Forum On “Rethinking Islamic Reform”

Jan 6, 2018 - Featured, Featured on, Forum
Date: Saturday, 6th January 2018
Time: 2.00PM – 5.30PM
Venue: Spices Restaurant, Concorde Hotel, KL

Speaker: Prof Ebrahim Moosa

Prof Mohamed El-Tahir El-Mesawi
Dr Isham Pawan Ahmad

Moderator: Dr Julia Sveshnikova

Organized by: Islamic Renaissance Front (IRF)


“No faithfulness to Islamic principles through the ages can exist without evolution, without reform, without a renewal of intelligence and understanding.”
[Tariq Ramadan, Radical Reform: Islamic Ethics and Liberation]

Since the start of civilization, human societies have played an active and dynamic role in leading the development of the ever-changing world. This capability of humans to drive social and global changes by synthesizing the relevant historical past, the current and the direction for the future could only be achieved through a continuous process of reform and renewal.

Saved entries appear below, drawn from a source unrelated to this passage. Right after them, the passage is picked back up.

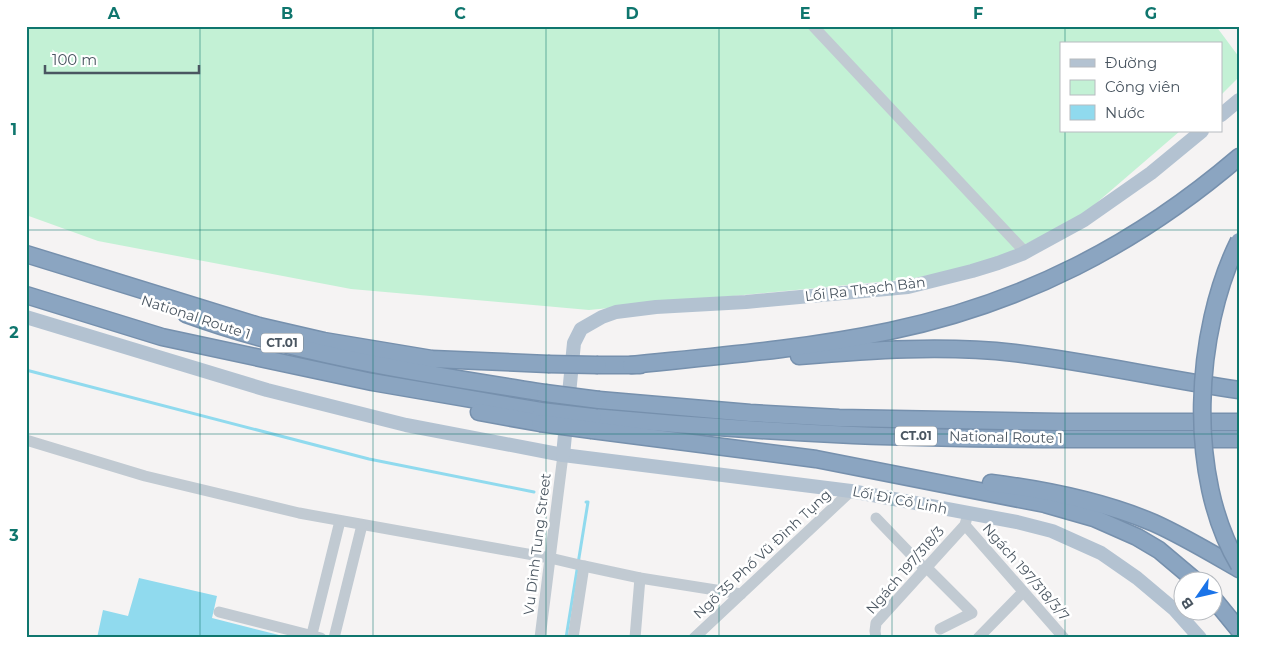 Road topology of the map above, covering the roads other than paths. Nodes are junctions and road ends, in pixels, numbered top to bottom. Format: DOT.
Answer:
graph roads {
  1 [pos="813,26"];
  2 [pos="1239,100"];
  3 [pos="1222,114"];
  4 [pos="1201,132"];
  5 [pos="1239,157"];
  6 [pos="1239,241"];
  7 [pos="1025,252"];
  8 [pos="26,254"];
  9 [pos="26,263"];
  10 [pos="26,294"];
  11 [pos="26,317"];
  12 [pos="631,365"];
  13 [pos="1239,390"];
  14 [pos="1239,422"];
  15 [pos="593,424"];
  16 [pos="1239,439"];
  17 [pos="26,440"];
  18 [pos="563,455"];
  19 [pos="862,468"];
  20 [pos="851,491"];
  21 [pos="876,518"];
  22 [pos="967,519"];
  23 [pos="340,522"];
  24 [pos="362,525"];
  25 [pos="554,559"];
  26 [pos="1239,565"];
  27 [pos="584,566"];
  28 [pos="925,568"];
  29 [pos="1239,568"];
  30 [pos="1185,572"];
  31 [pos="640,578"];
  32 [pos="1023,592"];
  33 [pos="741,594"];
  34 [pos="1222,609"];
  35 [pos="218,612"];
  36 [pos="940,629"];
  37 [pos="1239,630"];
  38 [pos="314,637"];
  39 [pos="334,638"];
  40 [pos="540,638"];
  41 [pos="573,638"];
  42 [pos="635,638"];
  43 [pos="694,638"];
  44 [pos="876,638"];
  45 [pos="978,638"];
  46 [pos="1064,638"];
  47 [pos="1200,638"];
  1 -- 7 [label="street"];
  2 -- 3 [label="main road"];
  4 -- 7 [label="main road, Lối Ra Thạch Bàn"];
  5 -- 12 [label="highway"];
  6 -- 26 [label="highway, bridge"];
  7 -- 18 [label="main road, Lối Ra Thạch Bàn"];
  8 -- 12 [label="highway, bridge"];
  9 -- 14 [label="highway, National Route 1 / CT.01, bridge"];
  10 -- 15 [label="highway, National Route 1 / CT.01, bridge"];
  11 -- 18 [label="main road, Lối Đi Cổ Linh"];
  12 -- 13 [label="highway"];
  15 -- 16 [label="highway, National Route 1 / CT.01"];
  15 -- 19 [label="highway"];
  17 -- 23 [label="street"];
  18 -- 20 [label="main road, Lối Đi Cổ Linh"];
  18 -- 25 [label="street, Vu Dinh Tung Street"];
  19 -- 29 [label="highway"];
  19 -- 30 [label="highway"];
  20 -- 22 [label="main road, Lối Đi Cổ Linh"];
  20 -- 33 [label="street, Ngõ 35 Phố Vũ Đình Tụng"];
  21 -- 28 [label="street"];
  22 -- 28 [label="street, Ngách 197/318/3"];
  22 -- 32 [label="street, Ngách 197/318/3/7"];
  22 -- 47 [label="main road, Lối Đi Cổ Linh"];
  23 -- 24 [label="street"];
  23 -- 38 [label="street"];
  24 -- 25 [label="street"];
  24 -- 39 [label="street"];
  25 -- 27 [label="street"];
  25 -- 40 [label="street, Vu Dinh Tung Street"];
  27 -- 31 [label="street"];
  27 -- 41 [label="street"];
  28 -- 36 [label="street"];
  28 -- 44 [label="street, Ngách 197/318/3"];
  31 -- 33 [label="street"];
  31 -- 42 [label="street"];
  32 -- 45 [label="street"];
  32 -- 46 [label="street, Ngách 197/318/3/7"];
  33 -- 43 [label="street, Ngõ 35 Phố Vũ Đình Tụng"];
  34 -- 37 [label="highway"];
  35 -- 38 [label="street"];
}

This is also the same with Islam in Muslim societies.

The essential component of reform in the essence of Islam could be derived by important concepts; such as Ijtihad, Tajdid, and Islah. There is no doubt that the spirit of reform has always been central in the rich tradition of Islamic scholarship since the classical times of Muslim civilisation. In the early modern times, influential Muslim scholars such as Jamāluddīn al-Afghāni, Muhammad Abduh and Muhammad Iqbal, have all called for reform in various aspects of the Muslim lives, not only on theological matters, but also intellectual, spiritual, social and political. Through the works of these Muslim reformers, Islam has always remained relevant as God’s moral and ethical message to all humanity, for continuous progress and development.

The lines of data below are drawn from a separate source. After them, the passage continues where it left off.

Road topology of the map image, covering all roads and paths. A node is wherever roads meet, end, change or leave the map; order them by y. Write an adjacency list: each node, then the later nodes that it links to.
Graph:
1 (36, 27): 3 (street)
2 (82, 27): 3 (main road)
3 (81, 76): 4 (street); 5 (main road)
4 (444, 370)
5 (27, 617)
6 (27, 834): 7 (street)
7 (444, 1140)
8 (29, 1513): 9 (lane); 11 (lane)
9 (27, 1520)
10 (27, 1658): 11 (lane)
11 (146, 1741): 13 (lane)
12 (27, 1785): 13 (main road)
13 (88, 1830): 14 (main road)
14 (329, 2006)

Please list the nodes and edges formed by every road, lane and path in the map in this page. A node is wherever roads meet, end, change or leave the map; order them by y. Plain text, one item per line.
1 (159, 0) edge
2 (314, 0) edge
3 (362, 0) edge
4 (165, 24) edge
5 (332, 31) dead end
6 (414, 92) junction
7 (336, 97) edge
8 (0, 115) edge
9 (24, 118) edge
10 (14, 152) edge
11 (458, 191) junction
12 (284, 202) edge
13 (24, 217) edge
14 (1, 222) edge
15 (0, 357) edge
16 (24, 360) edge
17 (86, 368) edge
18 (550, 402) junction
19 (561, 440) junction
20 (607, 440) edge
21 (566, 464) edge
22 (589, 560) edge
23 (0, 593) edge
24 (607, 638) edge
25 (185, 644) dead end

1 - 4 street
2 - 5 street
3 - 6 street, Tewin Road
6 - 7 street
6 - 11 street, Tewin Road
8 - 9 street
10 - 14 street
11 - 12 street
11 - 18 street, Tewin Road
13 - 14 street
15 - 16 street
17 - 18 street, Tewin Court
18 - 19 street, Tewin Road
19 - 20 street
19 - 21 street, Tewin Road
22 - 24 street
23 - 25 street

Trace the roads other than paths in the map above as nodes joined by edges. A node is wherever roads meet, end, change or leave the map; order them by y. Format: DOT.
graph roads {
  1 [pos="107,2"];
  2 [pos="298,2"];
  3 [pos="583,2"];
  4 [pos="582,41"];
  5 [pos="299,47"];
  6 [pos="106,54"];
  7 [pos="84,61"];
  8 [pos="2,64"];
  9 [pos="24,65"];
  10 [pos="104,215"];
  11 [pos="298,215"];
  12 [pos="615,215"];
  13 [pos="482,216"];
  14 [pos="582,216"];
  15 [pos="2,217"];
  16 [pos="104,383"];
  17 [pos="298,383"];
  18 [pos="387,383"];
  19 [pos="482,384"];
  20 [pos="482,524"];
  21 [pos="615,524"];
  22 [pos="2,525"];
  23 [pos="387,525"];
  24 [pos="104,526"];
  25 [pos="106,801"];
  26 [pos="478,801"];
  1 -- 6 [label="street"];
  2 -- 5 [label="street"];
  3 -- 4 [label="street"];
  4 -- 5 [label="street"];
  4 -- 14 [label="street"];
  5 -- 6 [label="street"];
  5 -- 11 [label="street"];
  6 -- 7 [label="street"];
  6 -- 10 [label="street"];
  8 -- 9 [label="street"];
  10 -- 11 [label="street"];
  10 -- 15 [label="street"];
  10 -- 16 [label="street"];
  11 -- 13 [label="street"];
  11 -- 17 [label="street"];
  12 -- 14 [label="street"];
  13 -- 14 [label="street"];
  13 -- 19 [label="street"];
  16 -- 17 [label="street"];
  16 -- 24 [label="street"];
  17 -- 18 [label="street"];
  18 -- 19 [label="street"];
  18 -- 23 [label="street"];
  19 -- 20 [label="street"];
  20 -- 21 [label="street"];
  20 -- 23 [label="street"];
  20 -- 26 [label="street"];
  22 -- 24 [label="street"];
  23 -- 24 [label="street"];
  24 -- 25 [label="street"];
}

However, in the current time Muslim societies in several parts of the world are far behind. Among the worst of Muslim societies are turning into failed states, while among the best are trapped in rigidity, complacency, and intellectual stagnation. Central to this worrying condition is the tendency of the current generation of the scholars of Islam, or the ulama’of not emphasizing on reform and renewal as an important feature of the Islamic teachings. Thus, this forum serves as an important platform and opportunity to revisit and rethink again on the question of Islamic reform, mainly in Muslim societies.